Before they decide on the terms of your mortgage loan (which they base on their risk), lenders must find out two things about you: whether you can pay back the loan, and your willingness to repay the loan. To figure out your ability to repay, lenders assess your debt-to-income ratio. To calculate your willingness to repay the mortgage loan, they look at your credit score.
Fair Isaac and Company calculated the original FICO score to help lenders assess creditworthines. For details on FICO, read more here.
Your credit score comes from your repayment history. They don't consider income or personal characteristics. These scores were invented specifically for this reason. "Profiling" was as bad a word when these scores were invented as it is now. Credit scoring was envisioned as a way to take into account solely that which was relevant to a borrower's likelihood to pay back the lender.

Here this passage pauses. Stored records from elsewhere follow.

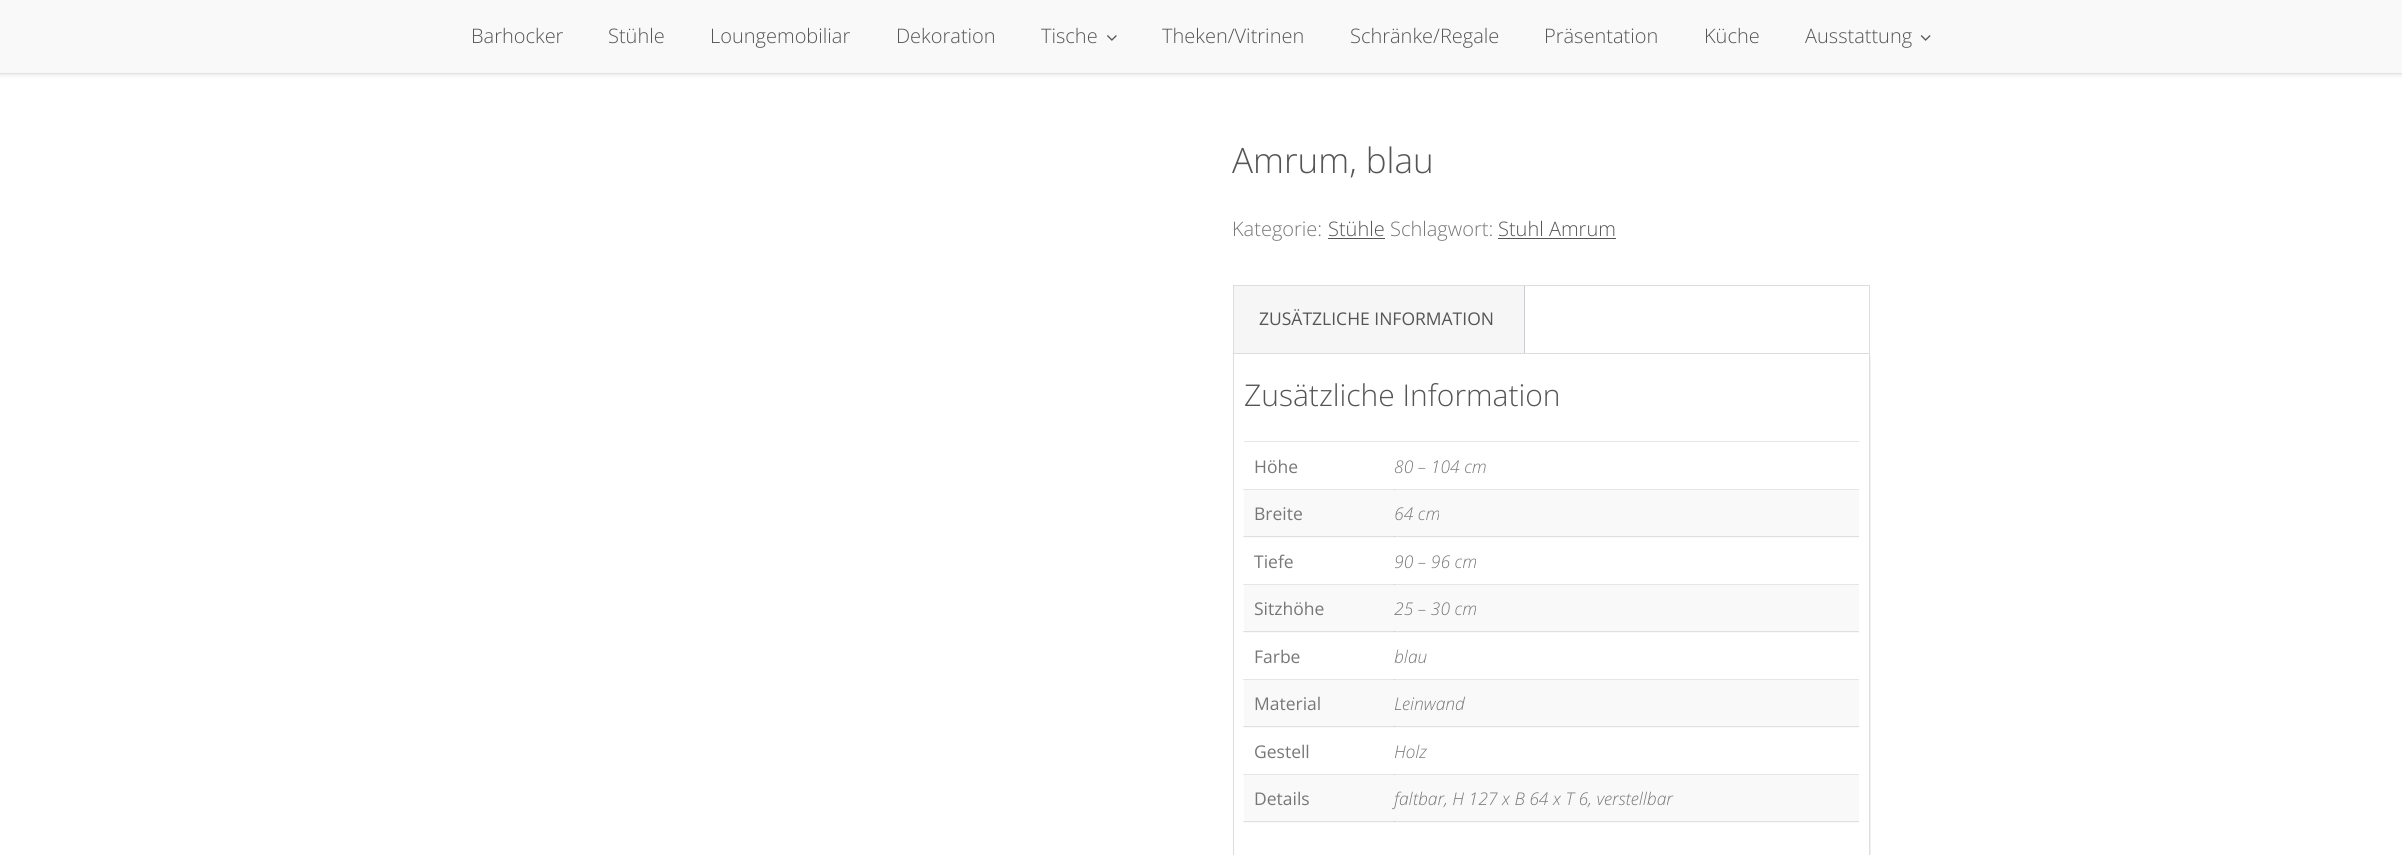 #include <cairo.h>
#include <math.h>
#include <stddef.h>


static void round_rect(cairo_t *cr, double x, double y, double w, double h, double r) {
    cairo_new_sub_path(cr);
    cairo_arc(cr, x + w - r, y + h - r, r, 0, M_PI / 2);
    cairo_arc(cr, x + r, y + h - r, r, M_PI / 2, M_PI);
    cairo_arc(cr, x + r, y + r, r, M_PI, 1.5 * M_PI);
    cairo_arc(cr, x + w - r, y + r, r, 1.5 * M_PI, 2 * M_PI);
    cairo_close_path(cr);
}

static void shadow(cairo_t *cr, double x, double y, double w, double h, double r, double blur, double alpha) {
    cairo_push_group_with_content(cr, CAIRO_CONTENT_ALPHA);
    cairo_set_operator(cr, CAIRO_OPERATOR_SOURCE);
    for (int i = 15; i >= -15 && fmin(w, h) + blur * i / 3 > 0; i -= 2) {
        double e = blur * i / 6;
        cairo_set_source_rgba(cr, 0, 0, 0, alpha * erfc((i - 1) / 8.5) / 2);
        round_rect(cr, x - e, y - e, w + 2 * e, h + 2 * e, fmax(0, fmin(r + e + blur * .6, fmin(w, h) / 2 + e)));
        cairo_fill(cr);
    }
    cairo_pattern_t *soft = cairo_pop_group(cr);
    cairo_mask(cr, soft);
    cairo_pattern_destroy(soft);
}

static void picture(cairo_t *cr, const char *path, double x, double y, double w, double h) {
    cairo_surface_t *image = cairo_image_surface_create_from_png(path);
    cairo_save(cr);
    cairo_set_source_surface(cr, image, x, y);
    cairo_rectangle(cr, x, y, w, h);
    cairo_fill(cr);
    cairo_restore(cr);
    cairo_surface_destroy(image);
}

int main(void) {
    cairo_surface_t *surface = cairo_image_surface_create(CAIRO_FORMAT_RGB24, 2402, 855);
    cairo_t *cr = cairo_create(surface);
    cairo_font_options_t *options = cairo_font_options_create();
    cairo_font_options_set_hint_metrics(options, CAIRO_HINT_METRICS_OFF);
    cairo_font_options_set_hint_style(options, CAIRO_HINT_STYLE_NONE);
    cairo_set_font_options(cr, options);
    cairo_set_miter_limit(cr, 4);
    cairo_set_source_rgb(cr, 1, 1, 1);
    cairo_paint(cr);
    cairo_set_source_rgb(cr, 0.902, 0.902, 0.902);
    cairo_rectangle(cr, 1243, 489, 616, 1);
    cairo_fill(cr);
    cairo_rectangle(cr, 1243, 536, 1, 1);
    cairo_fill(cr);
    cairo_rectangle(cr, 1243, 584, 616, 1);
    cairo_fill(cr);
    cairo_rectangle(cr, 1243, 631, 1, 1);
    cairo_fill(cr);
    cairo_rectangle(cr, 1243, 679, 616, 1);
    cairo_fill(cr);
    cairo_rectangle(cr, 1243, 726, 1, 1);
    cairo_fill(cr);
    cairo_rectangle(cr, 1243, 774, 616, 1);
    cairo_fill(cr);
    cairo_rectangle(cr, 1243, 821, 1, 1);
    cairo_fill(cr);
    cairo_set_source_rgb(cr, 0.8, 0.8, 0.8);
    shadow(cr, 0, 0, 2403, 75, 0, 2, 0.5);
    cairo_set_source_rgb(cr, 0.976, 0.976, 0.976);
    cairo_rectangle(cr, 0, 0, 2402, 73);
    cairo_fill(cr);
    cairo_set_source_rgb(cr, 0.89, 0.89, 0.89);
    cairo_rectangle(cr, 0, 73, 2402, 1);
    cairo_fill(cr);
    cairo_select_font_face(cr, "Open Sans Light", CAIRO_FONT_SLANT_NORMAL, CAIRO_FONT_WEIGHT_NORMAL);
    cairo_set_font_size(cr, 20);
    cairo_set_source_rgb(cr, 0.333, 0.333, 0.333);
    cairo_move_to(cr, 471, 43);
    cairo_show_text(cr, "Barhocker");
    cairo_move_to(cr, 608, 43);
    cairo_show_text(cr, "Stühle");
    cairo_move_to(cr, 710, 43);
    cairo_show_text(cr, "Loungemobiliar");
    cairo_move_to(cr, 896, 43);
    cairo_show_text(cr, "Dekoration");
    cairo_move_to(cr, 1041, 43);
    cairo_show_text(cr, "Tische");
    picture(cr, "img1.png", 1107, 35, 10, 6);
    cairo_move_to(cr, 1162, 43);
    cairo_show_text(cr, "Theken/Vitrinen");
    cairo_move_to(cr, 1350, 43);
    cairo_show_text(cr, "Schränke/Regale");
    cairo_move_to(cr, 1544, 43);
    cairo_show_text(cr, "Präsentation");
    cairo_move_to(cr, 1704, 43);
    cairo_show_text(cr, "Küche");
    cairo_move_to(cr, 1805, 43);
    cairo_show_text(cr, "Ausstattung");
    picture(cr, "img2.png", 1920, 35, 11, 6);
    cairo_set_font_size(cr, 35);
    cairo_move_to(cr, 1232, 173);
    cairo_show_text(cr, "Amrum, blau");
    cairo_set_font_size(cr, 20);
    cairo_set_source_rgb(cr, 0.467, 0.467, 0.467);
    cairo_move_to(cr, 1232, 236);
    cairo_show_text(cr, "Kategorie:");
    cairo_set_source_rgb(cr, 0.333, 0.333, 0.333);
    cairo_move_to(cr, 1328, 236);
    cairo_show_text(cr, "Stühle");
    cairo_rectangle(cr, 1328, 238, 57, 1);
    cairo_fill(cr);
    cairo_set_source_rgb(cr, 0.467, 0.467, 0.467);
    cairo_move_to(cr, 1390, 236);
    cairo_show_text(cr, "Schlagwort:");
    cairo_set_source_rgb(cr, 0.333, 0.333, 0.333);
    cairo_move_to(cr, 1498, 236);
    cairo_show_text(cr, "Stuhl Amrum");
    cairo_rectangle(cr, 1498, 238, 118, 1);
    cairo_fill(cr);
    cairo_set_source_rgb(cr, 0.867, 0.867, 0.867);
    cairo_rectangle(cr, 1233, 285, 637, 1);
    cairo_fill(cr);
    cairo_rectangle(cr, 1869, 285, 1, 69);
    cairo_fill(cr);
    cairo_rectangle(cr, 1233, 285, 1, 69);
    cairo_fill(cr);
    cairo_set_source_rgb(cr, 0.961, 0.961, 0.961);
    cairo_rectangle(cr, 1234, 286, 290, 67);
    cairo_fill(cr);
    cairo_set_source_rgb(cr, 0.812, 0.784, 0.847);
    cairo_rectangle(cr, 1524, 286, 1, 68);
    cairo_fill(cr);
    cairo_select_font_face(cr, "Open Sans", CAIRO_FONT_SLANT_NORMAL, CAIRO_FONT_WEIGHT_NORMAL);
    cairo_set_font_size(cr, 17.5);
    cairo_set_source_rgb(cr, 0.333, 0.333, 0.333);
    cairo_move_to(cr, 1259, 325);
    cairo_show_text(cr, "ZUSÄTZLICHE INFORMATION");
    cairo_set_source_rgb(cr, 0.867, 0.867, 0.867);
    cairo_rectangle(cr, 1234, 353, 635, 1);
    cairo_fill(cr);
    cairo_set_source_rgb(cr, 0.949, 0.949, 0.949);
    cairo_new_path(cr);
    cairo_move_to(cr, 1234, 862);
    cairo_line_to(cr, 1234, 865);
    cairo_line_to(cr, 1871, 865);
    cairo_line_to(cr, 1871, 356);
    cairo_line_to(cr, 1870, 356);
    cairo_line_to(cr, 1870, 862);
    cairo_close_path(cr);
    cairo_fill(cr);
    cairo_set_source_rgb(cr, 0.867, 0.867, 0.867);
    cairo_rectangle(cr, 1869, 354, 1, 501);
    cairo_fill(cr);
    cairo_rectangle(cr, 1233, 354, 1, 501);
    cairo_fill(cr);
    cairo_select_font_face(cr, "Open Sans Light", CAIRO_FONT_SLANT_NORMAL, CAIRO_FONT_WEIGHT_NORMAL);
    cairo_set_font_size(cr, 30);
    cairo_set_source_rgb(cr, 0.333, 0.333, 0.333);
    cairo_move_to(cr, 1244, 406);
    cairo_show_text(cr, "Zusätzliche Information");
    cairo_set_source_rgb(cr, 0.902, 0.902, 0.902);
    cairo_rectangle(cr, 1244, 441, 615, 1);
    cairo_fill(cr);
    cairo_select_font_face(cr, "Open Sans", CAIRO_FONT_SLANT_NORMAL, CAIRO_FONT_WEIGHT_NORMAL);
    cairo_set_font_size(cr, 17.5);
    cairo_set_source_rgb(cr, 0.467, 0.467, 0.467);
    cairo_move_to(cr, 1254, 473);
    cairo_show_text(cr, "Höhe");
    cairo_set_source_rgb(cr, 0.812, 0.812, 0.812);
    cairo_rectangle(cr, 1394, 489, 1, 1);
    cairo_fill(cr);
    cairo_select_font_face(cr, "Open Sans Light", CAIRO_FONT_SLANT_ITALIC, CAIRO_FONT_WEIGHT_NORMAL);
    cairo_set_source_rgb(cr, 0.467, 0.467, 0.467);
    cairo_move_to(cr, 1394, 473);
    cairo_show_text(cr, "80 – 104 cm");
    cairo_set_source_rgb(cr, 0.976, 0.976, 0.976);
    cairo_rectangle(cr, 1244, 490, 615, 48);
    cairo_fill(cr);
    cairo_set_source_rgb(cr, 0.878, 0.878, 0.878);
    cairo_rectangle(cr, 1244, 536, 615, 1);
    cairo_fill(cr);
    cairo_select_font_face(cr, "Open Sans", CAIRO_FONT_SLANT_NORMAL, CAIRO_FONT_WEIGHT_NORMAL);
    cairo_set_source_rgb(cr, 0.467, 0.467, 0.467);
    cairo_move_to(cr, 1254, 520);
    cairo_show_text(cr, "Breite");
    cairo_set_source_rgb(cr, 0.792, 0.792, 0.792);
    cairo_rectangle(cr, 1394, 536, 1, 1);
    cairo_fill(cr);
    cairo_select_font_face(cr, "Open Sans Light", CAIRO_FONT_SLANT_ITALIC, CAIRO_FONT_WEIGHT_NORMAL);
    cairo_set_source_rgb(cr, 0.467, 0.467, 0.467);
    cairo_move_to(cr, 1394, 520);
    cairo_show_text(cr, "64 cm");
    cairo_select_font_face(cr, "Open Sans", CAIRO_FONT_SLANT_NORMAL, CAIRO_FONT_WEIGHT_NORMAL);
    cairo_move_to(cr, 1254, 568);
    cairo_show_text(cr, "Tiefe");
    cairo_set_source_rgb(cr, 0.812, 0.812, 0.812);
    cairo_rectangle(cr, 1394, 584, 1, 1);
    cairo_fill(cr);
    cairo_select_font_face(cr, "Open Sans Light", CAIRO_FONT_SLANT_ITALIC, CAIRO_FONT_WEIGHT_NORMAL);
    cairo_set_source_rgb(cr, 0.467, 0.467, 0.467);
    cairo_move_to(cr, 1394, 568);
    cairo_show_text(cr, "90 – 96 cm");
    cairo_set_source_rgb(cr, 0.976, 0.976, 0.976);
    cairo_rectangle(cr, 1244, 585, 615, 48);
    cairo_fill(cr);
    cairo_set_source_rgb(cr, 0.878, 0.878, 0.878);
    cairo_rectangle(cr, 1244, 631, 615, 1);
    cairo_fill(cr);
    cairo_select_font_face(cr, "Open Sans", CAIRO_FONT_SLANT_NORMAL, CAIRO_FONT_WEIGHT_NORMAL);
    cairo_set_source_rgb(cr, 0.467, 0.467, 0.467);
    cairo_move_to(cr, 1254, 615);
    cairo_show_text(cr, "Sitzhöhe");
    cairo_set_source_rgb(cr, 0.792, 0.792, 0.792);
    cairo_rectangle(cr, 1394, 631, 1, 1);
    cairo_fill(cr);
    cairo_select_font_face(cr, "Open Sans Light", CAIRO_FONT_SLANT_ITALIC, CAIRO_FONT_WEIGHT_NORMAL);
    cairo_set_source_rgb(cr, 0.467, 0.467, 0.467);
    cairo_move_to(cr, 1394, 615);
    cairo_show_text(cr, "25 – 30 cm");
    cairo_select_font_face(cr, "Open Sans", CAIRO_FONT_SLANT_NORMAL, CAIRO_FONT_WEIGHT_NORMAL);
    cairo_move_to(cr, 1254, 663);
    cairo_show_text(cr, "Farbe");
    cairo_set_source_rgb(cr, 0.812, 0.812, 0.812);
    cairo_rectangle(cr, 1394, 679, 1, 1);
    cairo_fill(cr);
    cairo_select_font_face(cr, "Open Sans Light", CAIRO_FONT_SLANT_ITALIC, CAIRO_FONT_WEIGHT_NORMAL);
    cairo_set_source_rgb(cr, 0.467, 0.467, 0.467);
    cairo_move_to(cr, 1394, 663);
    cairo_show_text(cr, "blau");
    cairo_set_source_rgb(cr, 0.976, 0.976, 0.976);
    cairo_rectangle(cr, 1244, 680, 615, 48);
    cairo_fill(cr);
    cairo_set_source_rgb(cr, 0.878, 0.878, 0.878);
    cairo_rectangle(cr, 1244, 726, 615, 1);
    cairo_fill(cr);
    cairo_select_font_face(cr, "Open Sans", CAIRO_FONT_SLANT_NORMAL, CAIRO_FONT_WEIGHT_NORMAL);
    cairo_set_source_rgb(cr, 0.467, 0.467, 0.467);
    cairo_move_to(cr, 1254, 710);
    cairo_show_text(cr, "Material");
    cairo_set_source_rgb(cr, 0.792, 0.792, 0.792);
    cairo_rectangle(cr, 1394, 726, 1, 1);
    cairo_fill(cr);
    cairo_select_font_face(cr, "Open Sans Light", CAIRO_FONT_SLANT_ITALIC, CAIRO_FONT_WEIGHT_NORMAL);
    cairo_set_source_rgb(cr, 0.467, 0.467, 0.467);
    cairo_move_to(cr, 1394, 710);
    cairo_show_text(cr, "Leinwand");
    cairo_select_font_face(cr, "Open Sans", CAIRO_FONT_SLANT_NORMAL, CAIRO_FONT_WEIGHT_NORMAL);
    cairo_move_to(cr, 1254, 758);
    cairo_show_text(cr, "Gestell");
    cairo_set_source_rgb(cr, 0.812, 0.812, 0.812);
    cairo_rectangle(cr, 1394, 774, 1, 1);
    cairo_fill(cr);
    cairo_select_font_face(cr, "Open Sans Light", CAIRO_FONT_SLANT_ITALIC, CAIRO_FONT_WEIGHT_NORMAL);
    cairo_set_source_rgb(cr, 0.467, 0.467, 0.467);
    cairo_move_to(cr, 1394, 758);
    cairo_show_text(cr, "Holz");
    cairo_set_source_rgb(cr, 0.976, 0.976, 0.976);
    cairo_rectangle(cr, 1244, 775, 615, 48);
    cairo_fill(cr);
    cairo_set_source_rgb(cr, 0.878, 0.878, 0.878);
    cairo_rectangle(cr, 1244, 821, 615, 1);
    cairo_fill(cr);
    cairo_select_font_face(cr, "Open Sans", CAIRO_FONT_SLANT_NORMAL, CAIRO_FONT_WEIGHT_NORMAL);
    cairo_set_source_rgb(cr, 0.467, 0.467, 0.467);
    cairo_move_to(cr, 1254, 805);
    cairo_show_text(cr, "Details");
    cairo_set_source_rgb(cr, 0.792, 0.792, 0.792);
    cairo_rectangle(cr, 1394, 821, 1, 1);
    cairo_fill(cr);
    cairo_select_font_face(cr, "Open Sans Light", CAIRO_FONT_SLANT_ITALIC, CAIRO_FONT_WEIGHT_NORMAL);
    cairo_set_source_rgb(cr, 0.467, 0.467, 0.467);
    cairo_move_to(cr, 1394, 805);
    cairo_show_text(cr, "faltbar, H 127 x B 64 x T 6, verstellbar");
    cairo_surface_write_to_png(surface, "page.png");
    cairo_font_options_destroy(options);
    cairo_destroy(cr);
    cairo_surface_destroy(surface);
    return 0;
} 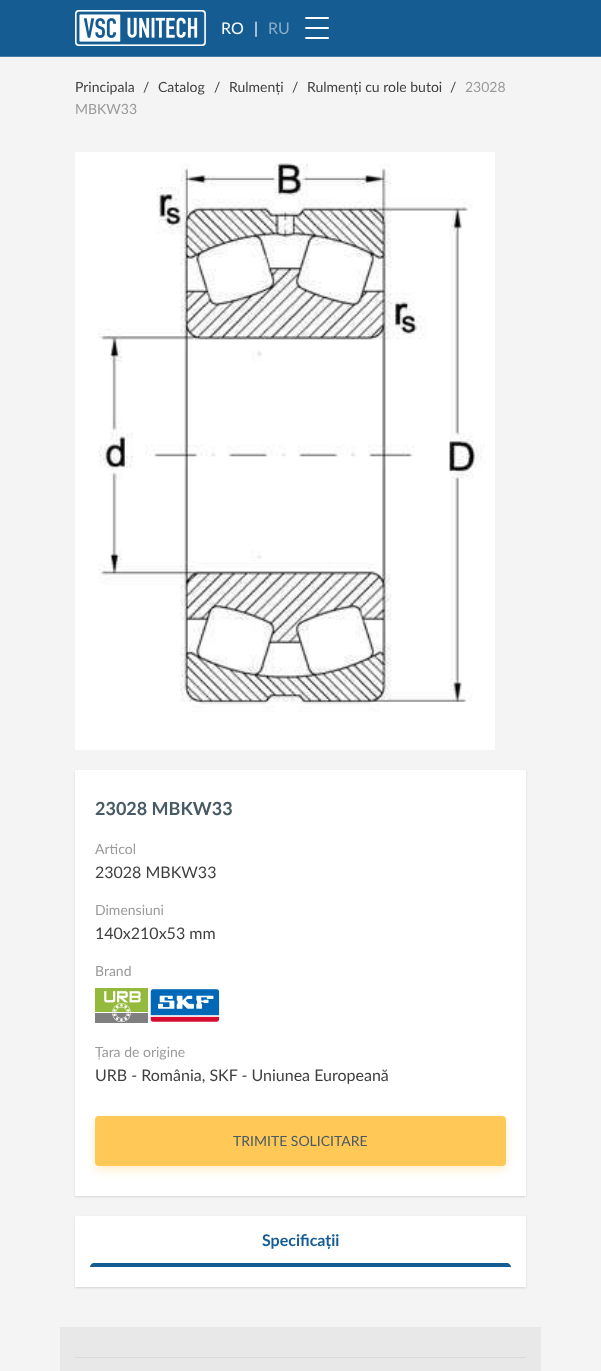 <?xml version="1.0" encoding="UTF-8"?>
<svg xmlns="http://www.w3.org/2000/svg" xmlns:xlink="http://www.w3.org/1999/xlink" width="601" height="1371">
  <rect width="100%" height="100%" fill="#f4f4f4" />
  <rect width="601" height="56" fill="#155c93" />
  <rect y="56" width="601" height="1" fill="#447da9" />
  <image x="75" y="10" width="131" height="36" xlink:href="image1.png" />
  <rect x="305" y="17" width="24" height="2" rx="1" fill="#ffffff" />
  <rect x="305" y="27" width="24" height="2" rx="1" fill="#ffffff" />
  <rect x="305" y="37" width="24" height="2" rx="1" fill="#ffffff" />
  <rect x="75" y="152" width="420" height="598" fill="#ffffff" />
  <image x="98" y="163" width="387" height="549" xlink:href="image2.png" />
  <rect x="75" y="771" width="451" height="426" fill="#000000" fill-opacity="0.12" filter="blur(1px)" />
  <rect x="75" y="770" width="451" height="426" fill="#ffffff" />
  <image x="95" y="988" width="125" height="35" xlink:href="image3.png" />
  <rect x="95" y="1120" width="411" height="50" rx="4" fill="#ffc857" fill-opacity="0.3" filter="blur(5px)" />
  <rect x="95" y="1116" width="411" height="50" rx="4" fill="#ffc857" />
  <rect x="75" y="1217" width="451" height="71" fill="#000000" fill-opacity="0.12" filter="blur(1px)" />
  <rect x="75" y="1216" width="451" height="71" fill="#ffffff" />
  <path d="M 94 1263 h 413 c 2 0 4 2 4 4 h -421 c 0 -2 2 -4 4 -4 z" fill="#155c93" />
  <rect x="60" y="1327" width="481" height="44" fill="#e8e8e8" />
  <rect x="75" y="1357" width="451" height="1" fill="#dbdbdb" />
  <text x="221" y="34" style="font-family: Lato; font-size: 16px; fill: #ffffff">RO</text>
  <text x="254" y="34" style="font-family: Lato; font-size: 16px; fill: #ffffff">|</text>
  <text x="268" y="34" style="font-family: Lato; font-size: 16px; fill: #8aaec9">RU</text>
  <text x="75" y="92" style="font-family: Lato; font-size: 14px; fill: #3f3f3f">Principala</text>
  <text x="143" y="92" style="font-family: Lato; font-size: 14px; fill: #3f3f3f">/</text>
  <text x="158" y="92" style="font-family: Lato; font-size: 14px; fill: #3f3f3f">Catalog</text>
  <text x="214" y="92" style="font-family: Lato; font-size: 14px; fill: #3f3f3f">/</text>
  <text x="229" y="92" style="font-family: Lato; font-size: 14px; fill: #3f3f3f">Rulmenți</text>
  <text x="292" y="92" style="font-family: Lato; font-size: 14px; fill: #3f3f3f">/</text>
  <text x="307" y="92" style="font-family: Lato; font-size: 14px; fill: #3f3f3f">Rulmenți cu role butoi</text>
  <text x="450" y="92" style="font-family: Lato; font-size: 14px; fill: #3f3f3f">/</text>
  <text x="465" y="92" style="font-family: Lato; font-size: 14px; fill: #9a9a9a">23028</text>
  <text x="75" y="114" style="font-family: Lato; font-size: 14px; fill: #9a9a9a">MBKW33</text>
  <text x="95" y="815" style="font-family: Lato; font-size: 18px; font-weight: bold; fill: #485a64">23028 MBKW33</text>
  <text x="95" y="854" style="font-family: Lato; font-size: 14px; fill: #9a9a9a">Articol</text>
  <text x="95" y="878" style="font-family: Lato; font-size: 16px; fill: #3f3f3f">23028 MBKW33</text>
  <text x="95" y="915" style="font-family: Lato; font-size: 14px; fill: #9a9a9a">Dimensiuni</text>
  <text x="95" y="939" style="font-family: Lato; font-size: 16px; fill: #3f3f3f">140x210x53 mm</text>
  <text x="95" y="976" style="font-family: Lato; font-size: 14px; fill: #9a9a9a">Brand</text>
  <text x="95" y="1057" style="font-family: Lato; font-size: 14px; fill: #9a9a9a">Țara de origine</text>
  <text x="95" y="1081" style="font-family: Lato; font-size: 16px; fill: #3f3f3f">URB - România, SKF - Uniunea Europeană</text>
  <text x="233" y="1146" style="font-family: Lato; font-size: 14px; fill: #485a64">TRIMITE SOLICITARE</text>
  <text x="262" y="1246" style="font-family: Lato; font-size: 16px; font-weight: bold; fill: #155c93">Specificații</text>
</svg>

Deliquencies, payment behavior, debt level, length of credit history, types of credit and the number of credit inquiries are all calculated into credit scores. Your score comes from both the good and the bad of your credit history. Late payments count against you, but a record of paying on time will improve it.
Your report must have at least one account which has been open for six months or more, and at least one account that has been updated in the past six months for you to get a credit score. This payment history ensures that there is enough information in your credit to calculate a score. Some people don't have a long enough credit history to get a credit score. They may need to build up credit history before they apply for a loan.